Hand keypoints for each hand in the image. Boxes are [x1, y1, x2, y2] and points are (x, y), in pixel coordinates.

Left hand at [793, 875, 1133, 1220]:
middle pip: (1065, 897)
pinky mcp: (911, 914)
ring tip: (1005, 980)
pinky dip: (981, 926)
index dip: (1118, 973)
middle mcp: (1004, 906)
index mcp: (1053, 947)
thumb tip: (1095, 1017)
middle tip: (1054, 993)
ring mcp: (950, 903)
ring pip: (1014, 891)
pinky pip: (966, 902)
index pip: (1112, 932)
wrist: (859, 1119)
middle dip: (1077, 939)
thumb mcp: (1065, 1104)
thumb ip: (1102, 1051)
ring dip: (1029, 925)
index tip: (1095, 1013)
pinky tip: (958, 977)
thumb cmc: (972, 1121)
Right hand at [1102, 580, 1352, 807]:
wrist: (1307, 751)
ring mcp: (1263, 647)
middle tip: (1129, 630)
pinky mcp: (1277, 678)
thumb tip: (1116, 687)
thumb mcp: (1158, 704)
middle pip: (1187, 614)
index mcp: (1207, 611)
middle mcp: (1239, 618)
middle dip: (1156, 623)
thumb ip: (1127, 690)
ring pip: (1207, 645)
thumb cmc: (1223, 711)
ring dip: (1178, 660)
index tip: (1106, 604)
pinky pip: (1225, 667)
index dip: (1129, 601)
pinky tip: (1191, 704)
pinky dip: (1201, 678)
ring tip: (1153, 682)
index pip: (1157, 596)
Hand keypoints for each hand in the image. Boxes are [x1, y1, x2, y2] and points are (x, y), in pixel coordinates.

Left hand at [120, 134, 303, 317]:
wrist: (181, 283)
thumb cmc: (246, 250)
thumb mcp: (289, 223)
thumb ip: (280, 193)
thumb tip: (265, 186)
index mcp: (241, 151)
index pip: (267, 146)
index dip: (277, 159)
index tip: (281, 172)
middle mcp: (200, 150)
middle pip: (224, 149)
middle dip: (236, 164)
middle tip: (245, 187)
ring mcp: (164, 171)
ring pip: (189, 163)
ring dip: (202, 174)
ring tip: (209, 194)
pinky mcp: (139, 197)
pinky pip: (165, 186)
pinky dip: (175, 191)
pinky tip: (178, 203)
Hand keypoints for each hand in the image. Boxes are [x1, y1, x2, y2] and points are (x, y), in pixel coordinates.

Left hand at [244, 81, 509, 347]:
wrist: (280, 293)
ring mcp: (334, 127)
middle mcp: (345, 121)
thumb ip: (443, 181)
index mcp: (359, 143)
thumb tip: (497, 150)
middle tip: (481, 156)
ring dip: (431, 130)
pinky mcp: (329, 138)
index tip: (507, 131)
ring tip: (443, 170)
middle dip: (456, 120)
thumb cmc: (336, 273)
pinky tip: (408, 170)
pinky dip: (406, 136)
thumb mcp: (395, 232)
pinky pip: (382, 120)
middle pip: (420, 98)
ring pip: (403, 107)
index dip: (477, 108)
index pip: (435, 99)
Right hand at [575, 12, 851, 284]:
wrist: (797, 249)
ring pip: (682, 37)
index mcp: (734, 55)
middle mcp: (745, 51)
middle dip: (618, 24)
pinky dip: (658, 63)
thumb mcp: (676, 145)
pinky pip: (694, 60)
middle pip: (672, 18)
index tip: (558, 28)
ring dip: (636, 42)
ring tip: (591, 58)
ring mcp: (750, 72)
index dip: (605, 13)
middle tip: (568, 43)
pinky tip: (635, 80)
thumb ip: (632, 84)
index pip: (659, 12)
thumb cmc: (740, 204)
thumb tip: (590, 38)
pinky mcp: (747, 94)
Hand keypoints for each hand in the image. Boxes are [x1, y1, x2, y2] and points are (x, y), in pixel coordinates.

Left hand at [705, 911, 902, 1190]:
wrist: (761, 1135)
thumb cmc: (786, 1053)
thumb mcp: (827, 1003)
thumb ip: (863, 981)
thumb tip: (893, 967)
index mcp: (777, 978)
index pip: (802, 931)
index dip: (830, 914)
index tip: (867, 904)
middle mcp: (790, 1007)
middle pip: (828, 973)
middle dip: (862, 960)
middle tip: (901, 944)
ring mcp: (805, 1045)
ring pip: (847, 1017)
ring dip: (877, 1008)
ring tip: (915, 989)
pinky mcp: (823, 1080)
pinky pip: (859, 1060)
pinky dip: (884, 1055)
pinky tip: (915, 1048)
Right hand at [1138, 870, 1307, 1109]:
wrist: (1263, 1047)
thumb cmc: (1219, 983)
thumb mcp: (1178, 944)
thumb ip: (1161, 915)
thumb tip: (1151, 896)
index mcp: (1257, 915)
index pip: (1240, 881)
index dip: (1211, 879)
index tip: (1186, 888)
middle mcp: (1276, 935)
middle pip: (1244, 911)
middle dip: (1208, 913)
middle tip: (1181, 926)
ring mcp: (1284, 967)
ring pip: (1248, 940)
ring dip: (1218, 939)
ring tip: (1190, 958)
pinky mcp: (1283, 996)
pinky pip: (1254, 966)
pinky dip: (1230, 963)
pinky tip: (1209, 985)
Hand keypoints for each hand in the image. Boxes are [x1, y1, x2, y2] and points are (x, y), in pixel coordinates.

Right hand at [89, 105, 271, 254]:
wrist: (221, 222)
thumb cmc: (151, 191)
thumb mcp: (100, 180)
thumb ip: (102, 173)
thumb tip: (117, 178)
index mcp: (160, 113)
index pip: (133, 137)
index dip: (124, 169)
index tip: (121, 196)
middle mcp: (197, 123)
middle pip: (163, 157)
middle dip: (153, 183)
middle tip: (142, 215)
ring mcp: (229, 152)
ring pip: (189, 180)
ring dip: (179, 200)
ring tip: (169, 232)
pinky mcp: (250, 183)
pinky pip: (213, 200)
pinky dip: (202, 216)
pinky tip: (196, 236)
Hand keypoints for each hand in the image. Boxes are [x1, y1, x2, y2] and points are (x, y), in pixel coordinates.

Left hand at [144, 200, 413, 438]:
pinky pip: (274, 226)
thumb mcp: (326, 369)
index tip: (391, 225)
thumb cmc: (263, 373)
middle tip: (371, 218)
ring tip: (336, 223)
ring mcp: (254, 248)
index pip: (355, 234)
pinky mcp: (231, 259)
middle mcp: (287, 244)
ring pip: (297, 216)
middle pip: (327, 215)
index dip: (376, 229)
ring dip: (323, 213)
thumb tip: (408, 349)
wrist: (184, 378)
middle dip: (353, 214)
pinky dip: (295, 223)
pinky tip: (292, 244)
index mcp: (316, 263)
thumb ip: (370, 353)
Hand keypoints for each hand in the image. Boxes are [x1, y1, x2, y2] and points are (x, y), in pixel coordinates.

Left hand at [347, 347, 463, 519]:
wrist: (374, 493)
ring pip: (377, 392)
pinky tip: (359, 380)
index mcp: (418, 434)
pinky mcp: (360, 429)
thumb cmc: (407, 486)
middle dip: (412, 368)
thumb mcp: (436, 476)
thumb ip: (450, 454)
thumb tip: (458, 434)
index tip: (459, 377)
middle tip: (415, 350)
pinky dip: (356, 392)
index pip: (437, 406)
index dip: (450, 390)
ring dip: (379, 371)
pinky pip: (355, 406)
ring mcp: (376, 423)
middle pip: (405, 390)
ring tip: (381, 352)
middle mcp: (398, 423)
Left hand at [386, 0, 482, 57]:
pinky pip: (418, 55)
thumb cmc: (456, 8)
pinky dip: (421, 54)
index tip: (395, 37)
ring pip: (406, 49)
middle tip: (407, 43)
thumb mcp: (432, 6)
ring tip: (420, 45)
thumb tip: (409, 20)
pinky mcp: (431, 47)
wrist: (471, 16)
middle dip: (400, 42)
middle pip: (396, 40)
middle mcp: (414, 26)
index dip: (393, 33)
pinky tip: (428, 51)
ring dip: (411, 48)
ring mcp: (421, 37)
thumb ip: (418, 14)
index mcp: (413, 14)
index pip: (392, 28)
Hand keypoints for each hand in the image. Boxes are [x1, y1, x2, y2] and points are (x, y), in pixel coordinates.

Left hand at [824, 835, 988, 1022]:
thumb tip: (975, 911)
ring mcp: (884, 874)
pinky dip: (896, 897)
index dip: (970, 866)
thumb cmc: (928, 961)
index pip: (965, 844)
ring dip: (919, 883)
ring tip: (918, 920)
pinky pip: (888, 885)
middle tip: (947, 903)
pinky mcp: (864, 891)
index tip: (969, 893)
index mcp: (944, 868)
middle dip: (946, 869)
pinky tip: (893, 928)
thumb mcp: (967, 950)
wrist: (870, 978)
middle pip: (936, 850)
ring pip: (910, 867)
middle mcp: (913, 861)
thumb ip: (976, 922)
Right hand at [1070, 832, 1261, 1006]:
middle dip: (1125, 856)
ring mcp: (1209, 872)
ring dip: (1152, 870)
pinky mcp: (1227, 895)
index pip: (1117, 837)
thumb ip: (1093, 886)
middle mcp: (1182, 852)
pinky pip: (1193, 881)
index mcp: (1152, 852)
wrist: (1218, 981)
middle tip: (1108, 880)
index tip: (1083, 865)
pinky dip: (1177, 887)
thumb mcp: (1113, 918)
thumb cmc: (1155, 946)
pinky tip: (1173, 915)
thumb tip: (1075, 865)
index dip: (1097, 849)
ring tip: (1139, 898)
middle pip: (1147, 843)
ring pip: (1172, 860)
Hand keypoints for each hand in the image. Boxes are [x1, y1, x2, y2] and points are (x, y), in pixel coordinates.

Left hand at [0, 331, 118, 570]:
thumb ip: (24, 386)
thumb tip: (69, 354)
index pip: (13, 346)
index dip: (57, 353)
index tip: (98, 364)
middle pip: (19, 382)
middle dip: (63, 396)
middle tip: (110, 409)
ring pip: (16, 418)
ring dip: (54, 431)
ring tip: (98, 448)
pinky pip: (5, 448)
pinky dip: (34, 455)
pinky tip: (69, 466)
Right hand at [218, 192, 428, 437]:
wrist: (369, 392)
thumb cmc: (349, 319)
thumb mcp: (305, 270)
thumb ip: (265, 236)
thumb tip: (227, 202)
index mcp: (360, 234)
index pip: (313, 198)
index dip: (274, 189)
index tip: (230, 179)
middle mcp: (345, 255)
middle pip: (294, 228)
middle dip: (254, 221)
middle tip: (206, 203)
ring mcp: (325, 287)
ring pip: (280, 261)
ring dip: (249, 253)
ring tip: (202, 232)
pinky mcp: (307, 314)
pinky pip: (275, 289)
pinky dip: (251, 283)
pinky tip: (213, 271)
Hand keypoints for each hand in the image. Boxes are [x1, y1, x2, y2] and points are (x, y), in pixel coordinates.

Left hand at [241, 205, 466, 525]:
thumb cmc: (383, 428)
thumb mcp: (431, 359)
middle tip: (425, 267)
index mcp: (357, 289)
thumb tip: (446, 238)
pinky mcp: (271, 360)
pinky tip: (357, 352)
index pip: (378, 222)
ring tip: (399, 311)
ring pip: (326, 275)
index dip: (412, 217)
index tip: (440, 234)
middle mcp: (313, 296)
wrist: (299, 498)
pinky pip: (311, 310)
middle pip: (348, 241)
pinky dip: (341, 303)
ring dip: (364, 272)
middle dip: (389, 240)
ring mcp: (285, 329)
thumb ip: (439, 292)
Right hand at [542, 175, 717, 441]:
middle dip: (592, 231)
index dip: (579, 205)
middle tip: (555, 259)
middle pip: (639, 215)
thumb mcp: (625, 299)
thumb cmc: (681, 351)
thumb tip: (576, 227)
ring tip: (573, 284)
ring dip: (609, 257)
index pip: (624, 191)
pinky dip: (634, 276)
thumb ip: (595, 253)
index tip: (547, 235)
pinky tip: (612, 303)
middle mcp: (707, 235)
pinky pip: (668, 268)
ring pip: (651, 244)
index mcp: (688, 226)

• YOUR OBJECTIVE: Word for word, restate the lines of the listing above starting at the line with "index mcp: (316, 263)" and ending at the line with "wrist: (870, 978)", and nothing outside them.

• EXERCISE ANSWER:
index mcp: (316, 263)
thumb ip: (370, 353)
Hand keypoints for each hand in the image. Boxes are [x1, y1, x2, y2] and points are (x, y), in pixel coordinates.

Left hand at [347, 347, 463, 519]:
wrist: (374, 493)
ring pip: (377, 392)
pinky tip: (359, 380)
index mcp: (418, 434)
pinky mcp: (360, 429)
thumb cmc: (407, 486)
middle dip: (412, 368)
thumb mcp: (436, 476)
thumb ip: (450, 454)
thumb tip: (458, 434)
index tip: (459, 377)
middle tip: (415, 350)
pinky dip: (356, 392)
index pip: (437, 406)
index dip: (450, 390)
ring dip: (379, 371)
pinky pip: (355, 406)
ring mcp: (376, 423)
middle pip: (405, 390)
ring tip: (381, 352)
middle mcp: (398, 423)
Left hand at [386, 0, 482, 57]:
pinky pip: (418, 55)
thumb cmc: (456, 8)
pinky dip: (421, 54)
index tip: (395, 37)
ring pip: (406, 49)
middle tip: (407, 43)
thumb mcp: (432, 6)
ring tip: (420, 45)
thumb tip: (409, 20)
pinky mcp: (431, 47)
wrist: (471, 16)
middle dip: (400, 42)
middle pip: (396, 40)
middle mcp: (414, 26)
index dip: (393, 33)
pinky tip: (428, 51)
ring dip: (411, 48)
ring mcp: (421, 37)
thumb ip: (418, 14)
index mcp: (413, 14)
index pip: (392, 28)
Hand keypoints for each hand in the image. Boxes are [x1, y1, x2, y2] and points are (x, y), in pixel coordinates.

Left hand at [824, 835, 988, 1022]:
thumb tip: (975, 911)
ring mcp: (884, 874)
pinky dip: (896, 897)
index dip: (970, 866)
thumb cmc: (928, 961)
index pip: (965, 844)
ring dip: (919, 883)
ring tip: (918, 920)
pinky pip: (888, 885)
middle tip: (947, 903)
pinky mcp: (864, 891)
index tip: (969, 893)
index mcp: (944, 868)
middle dip: (946, 869)
pinky tip: (893, 928)
thumb mcp: (967, 950)
wrist: (870, 978)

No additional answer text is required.